We still love videos for Noisia’s tracks. It’s not their high budget, but a superb creativity that attracts us: the guys demonstrate it literally in everything. Today we’ll tell you about official videos for 3 dnb tracks from this Dutch band.
Noisia – Shellshock (feat. Foreign Beggars)
Warning, spoilers! Video for Shellshock is, in fact, a short film, with a little boy as its main character. According to the plot, his dad asks him what happened when he was on intense therapy, but the boy can’t answer. Then, we are transported to where the accident happened: there is a group of well-armed people, with one of them – a Foreign Beggars member – rapping over the music. The security bump into a dangerous beast and open fire on him, but do not succeed – the monster easily kicks them off. Someone throws a grenade, causing an explosion – and we immediately get exposed to another scene, with Noisia themselves, and another Foreign Beggars member starring as security guards. They group and start looking around, as if expecting a beast’s attack. Boom! – and here they are, lying on the floor unconscious, and the cuplrit happens to be the boy himself, who apparently doesn’t even realize that he is capable of turning into a monster.

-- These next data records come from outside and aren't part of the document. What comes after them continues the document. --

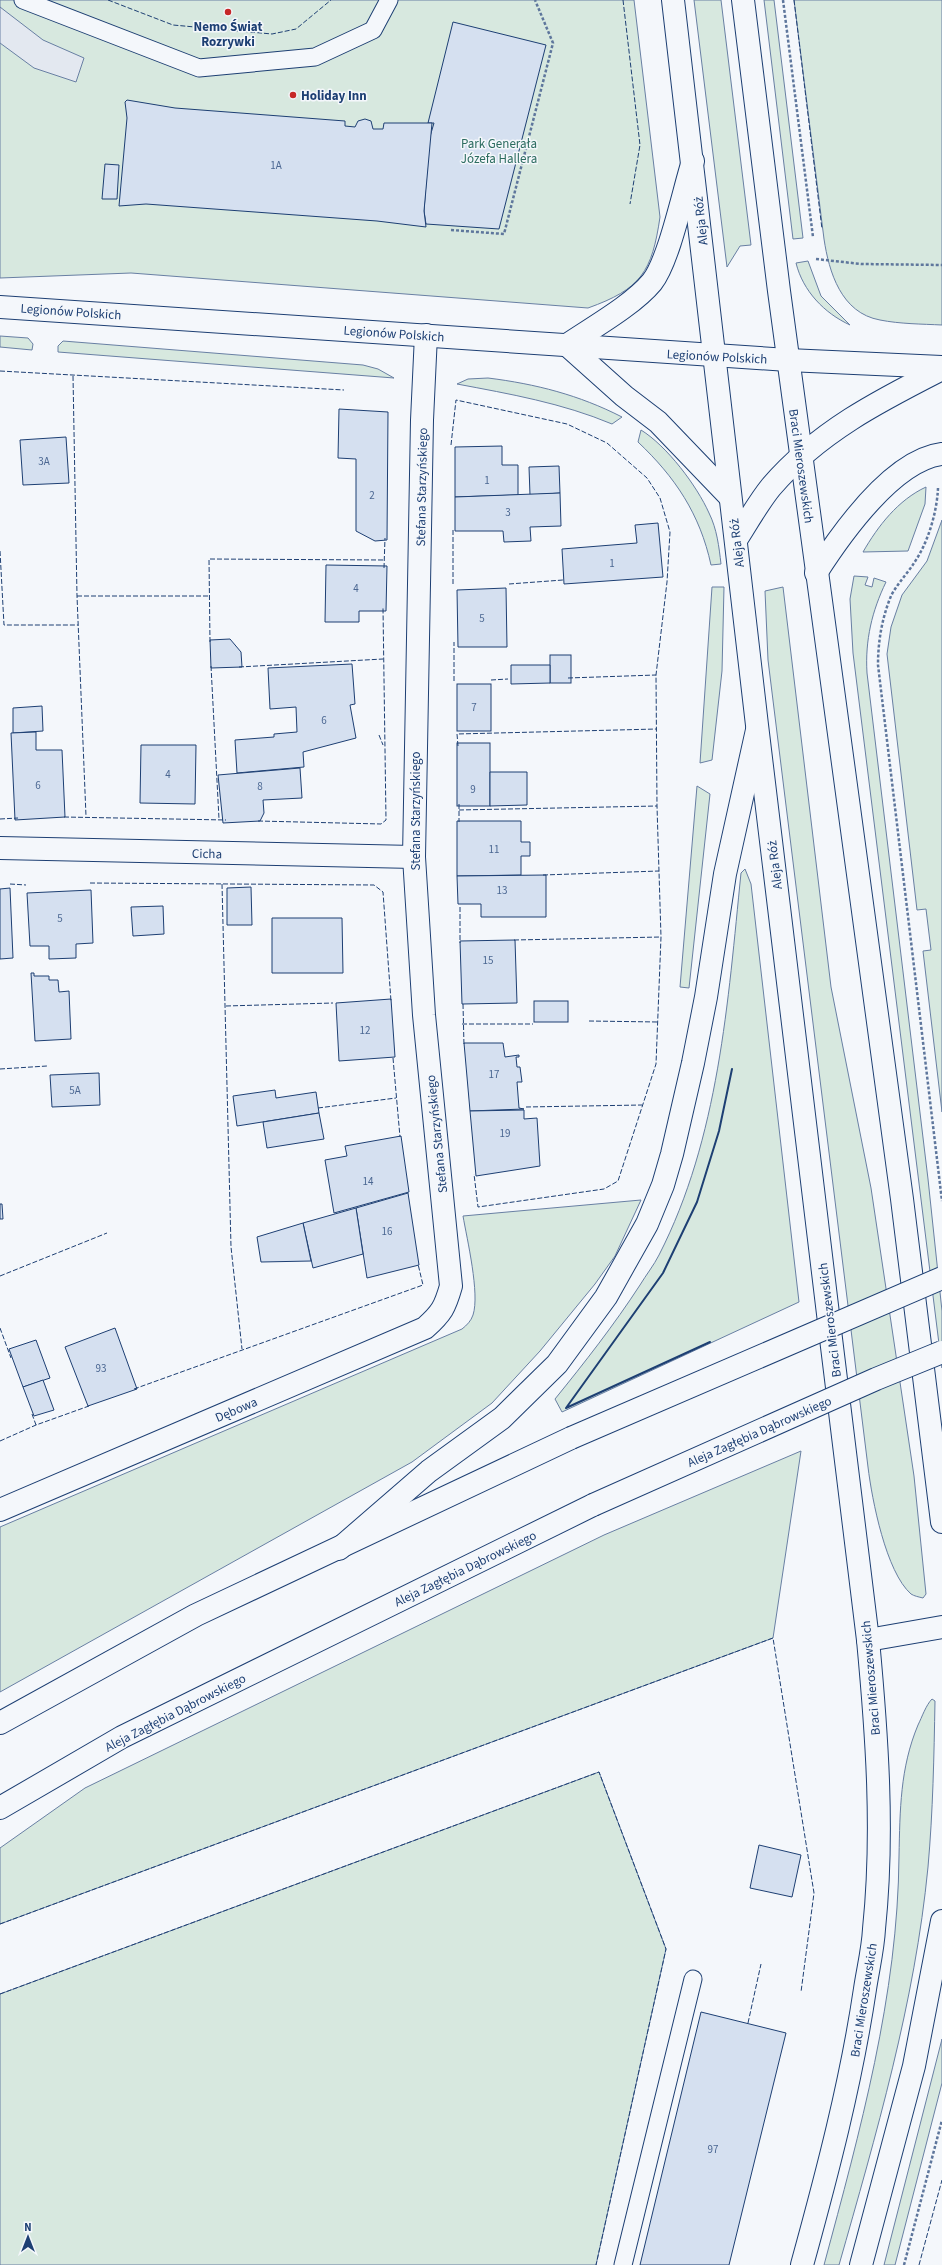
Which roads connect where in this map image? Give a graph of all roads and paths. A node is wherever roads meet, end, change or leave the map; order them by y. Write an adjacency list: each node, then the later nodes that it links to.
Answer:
1 (23, 0): 2 (lane)
2 (389, 0)
3 (535, 0): 8 (path)
4 (673, 0): 7 (main road, Aleja Róż)
5 (743, 0): 16 (main road)
6 (783, 0): 9 (path)
7 (693, 159): 14 (main road); 15 (main road, Aleja Róż)
8 (451, 230)
9 (813, 237)
10 (816, 259): 11 (path)
11 (942, 265)
12 (0, 307): 13 (main road, Legionów Polskich)
13 (426, 335): 14 (main road, Legionów Polskich); 26 (main road, Stefana Starzyńskiego)
14 (567, 345): 15 (main road, Legionów Polskich); 21 (main road)
15 (714, 356): 16 (main road, Legionów Polskich); 21 (main road, Aleja Róż)
16 (788, 360): 17 (main road, Legionów Polskich); 19 (main road, Braci Mieroszewskich)
17 (942, 368): 19 (main road)
18 (942, 454): 23 (main road)
19 (801, 458): 22 (main road); 23 (main road, Braci Mieroszewskich)
20 (938, 482): 28 (path)
21 (730, 497): 22 (main road, Aleja Róż)
22 (736, 540): 24 (main road, Aleja Róż)
23 (816, 573): 33 (main road)
24 (757, 730): 27 (main road, Aleja Róż); 34 (main road)
25 (0, 848): 26 (main road, Cicha)
26 (414, 857): 30 (main road, Stefana Starzyńskiego)
27 (800, 1086): 36 (main road, Braci Mieroszewskich)
28 (942, 1201)
29 (942, 1278): 34 (main road, bridge)
30 (451, 1286): 32 (main road, Dębowa)
31 (942, 1352): 38 (main road, Aleja Zagłębia Dąbrowskiego, bridge)
32 (0, 1510)
33 (942, 1522)
34 (339, 1549): 37 (main road)
35 (942, 1627): 36 (main road)
36 (868, 1640): 43 (main road, Braci Mieroszewskich)
37 (0, 1723)
38 (0, 1808)
39 (942, 1921): 44 (main road)
40 (693, 1979): 42 (lane)
41 (942, 2120): 45 (path)
42 (623, 2265)
43 (802, 2265)
44 (860, 2265)
45 (904, 2265)

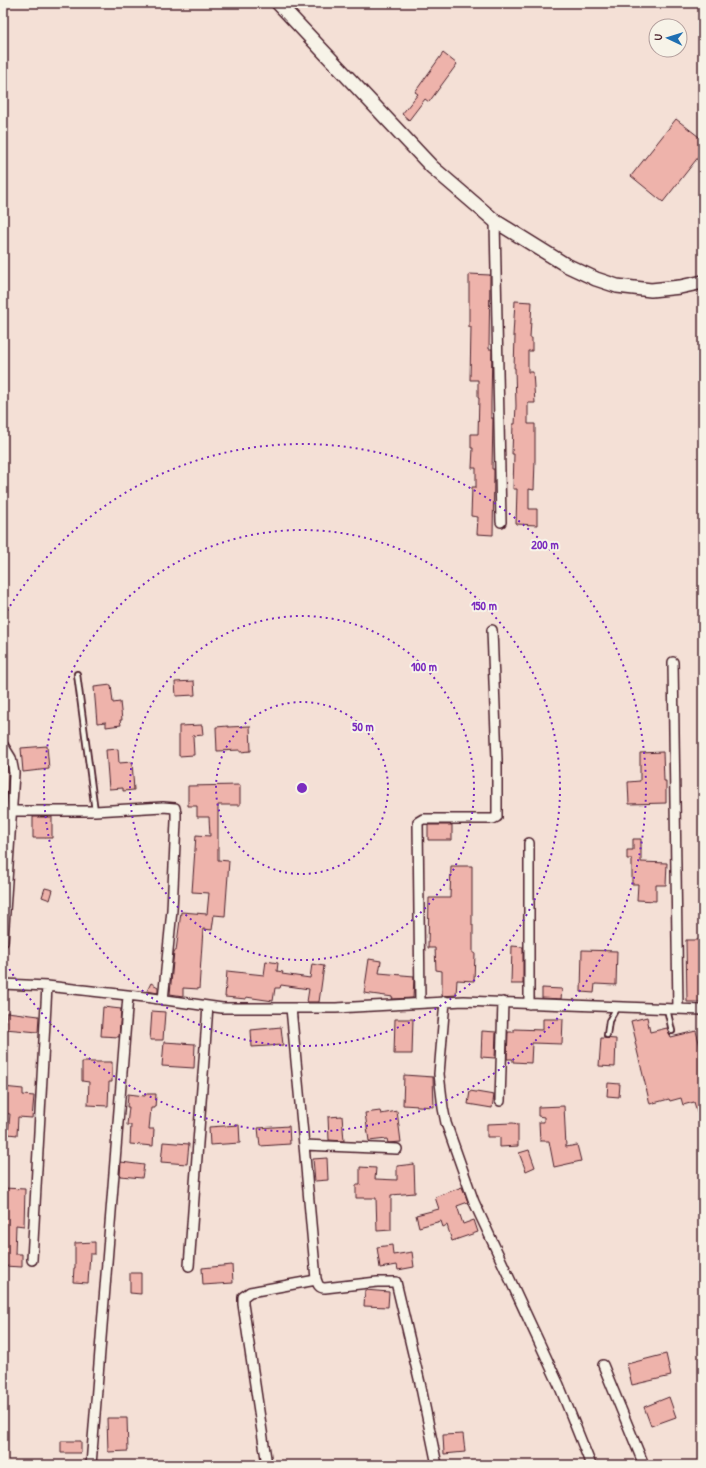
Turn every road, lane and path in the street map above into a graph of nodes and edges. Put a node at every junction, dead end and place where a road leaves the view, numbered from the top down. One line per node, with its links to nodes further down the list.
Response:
1 (278, 3): 2 (street)
2 (495, 221): 3 (street); 4 (street)
3 (703, 282)
4 (501, 522)
5 (492, 630): 19 (street)
6 (673, 662): 25 (street)
7 (77, 674): 10 (lane)
8 (3, 745): 9 (street)
9 (12, 811): 10 (street); 12 (street)
10 (96, 811): 16 (street)
11 (529, 844): 20 (street)
12 (3, 942)
13 (3, 984): 14 (street)
14 (47, 986): 15 (street); 32 (street)
15 (128, 996): 16 (street); 36 (street)
16 (163, 1000): 21 (street)
17 (445, 1001): 18 (street); 19 (street); 39 (street)
18 (503, 1002): 20 (street); 29 (street)
19 (420, 1003): 23 (street)
20 (529, 1004): 22 (street)
21 (208, 1006): 23 (street); 33 (street)
22 (617, 1007): 24 (street); 28 (lane)
23 (291, 1008): 30 (street)
24 (667, 1008): 25 (street); 27 (lane)
25 (678, 1009): 26 (street)
26 (703, 1010)
27 (672, 1031)
28 (607, 1035)
29 (500, 1101)
30 (304, 1145): 31 (street); 34 (street)
31 (397, 1149)
32 (32, 1260)
33 (189, 1266)
34 (316, 1280): 37 (street); 38 (street)
35 (603, 1365): 40 (street)
36 (91, 1465)
37 (267, 1465)
38 (437, 1465)
39 (591, 1465)
40 (644, 1465)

The picture was directed by Tony Truand, who also shoot videos for Contact and Choosing For You – collaborative hip-hop tracks from Noisia and Foreign Beggars.
Noisia & Mayhem – Exodus feat. KRS One
Video for Exodus is the same epic as the original track, perfectly fitting this neurofunk masterpiece. Alexander Lehmann started working on this project in 2007 and finished it only 3 years later, having completed an enormous work on all the details. With the help of computer graphics, he created a tremendous futuristic city, which rises above the ocean, but is doomed to be destroyed in the nearest hours. The skies unfold, and the city is assaulted by an enemy: their weapon demolishes the whole buildings with its laser beam. The city defense turns out to be useless, and the massive air attack imminently ruins everything.
In 2011 Alexander Lehmann released a making-of the music video, showcasing the whole creative process in a fake programme called Animation Maker. Here you can also spot an excerpt of the video for Concussion, which is still not published anywhere in the full length.
There emerged even some enthusiastic people, who did their own sound interpretations of the finished video. If you wonder how they added sound effects and changed the music itself, then check out this video:
Noisia – Could This Be
In 2012 Alexander Lehmann again showed his great skills in a video for Could This Be. It looks impressive thanks to the 3D graphics, depicting the bizarre transformations of a plane, constantly moving somewhere. The track itself comes as a part of the Split The Atom LP re-issue, which was released on mau5trap.
One of YouTube users did a really interesting explanation of the track and the video, implying that there is a hidden meaning:
This song refers to the feelings one has of possibly breaking out of society’s structural regimes. One doesn’t just decide one day to go against it, it requires lots of thinking and planing which is seen in the beginning of the video with the big plane breaking out of societies barriers. The big plane itself breaking down in the air is how one faces many attacks from the world once you come out as different but even then one should still fight for their cause. That is when the actual small but main plane detaches and settles on its course. The plan flying along the way and crashing on the ground is the big moments of uproar one will face as they continue to trudge along this path of difference from societies norms and in the end the plane crashes into a ‘skyscraper in nature’ and finally one feels free from the songs eerie sense. “Could this be” is possibly a song that asks that could coming out about ones differences and beliefs regardless of what society thinks and possibly destructing oneself (with the onslaught of remarks and uproar that will be caused by this) be the only way to allow others to come out and grow and become their true selves (this is seen with the tree growing in the end).
If you are also interested in Noisia’s non-dnb stuff, we recommend you to watch videos for Tommy’s Theme, Split The Atom and Machine Gun.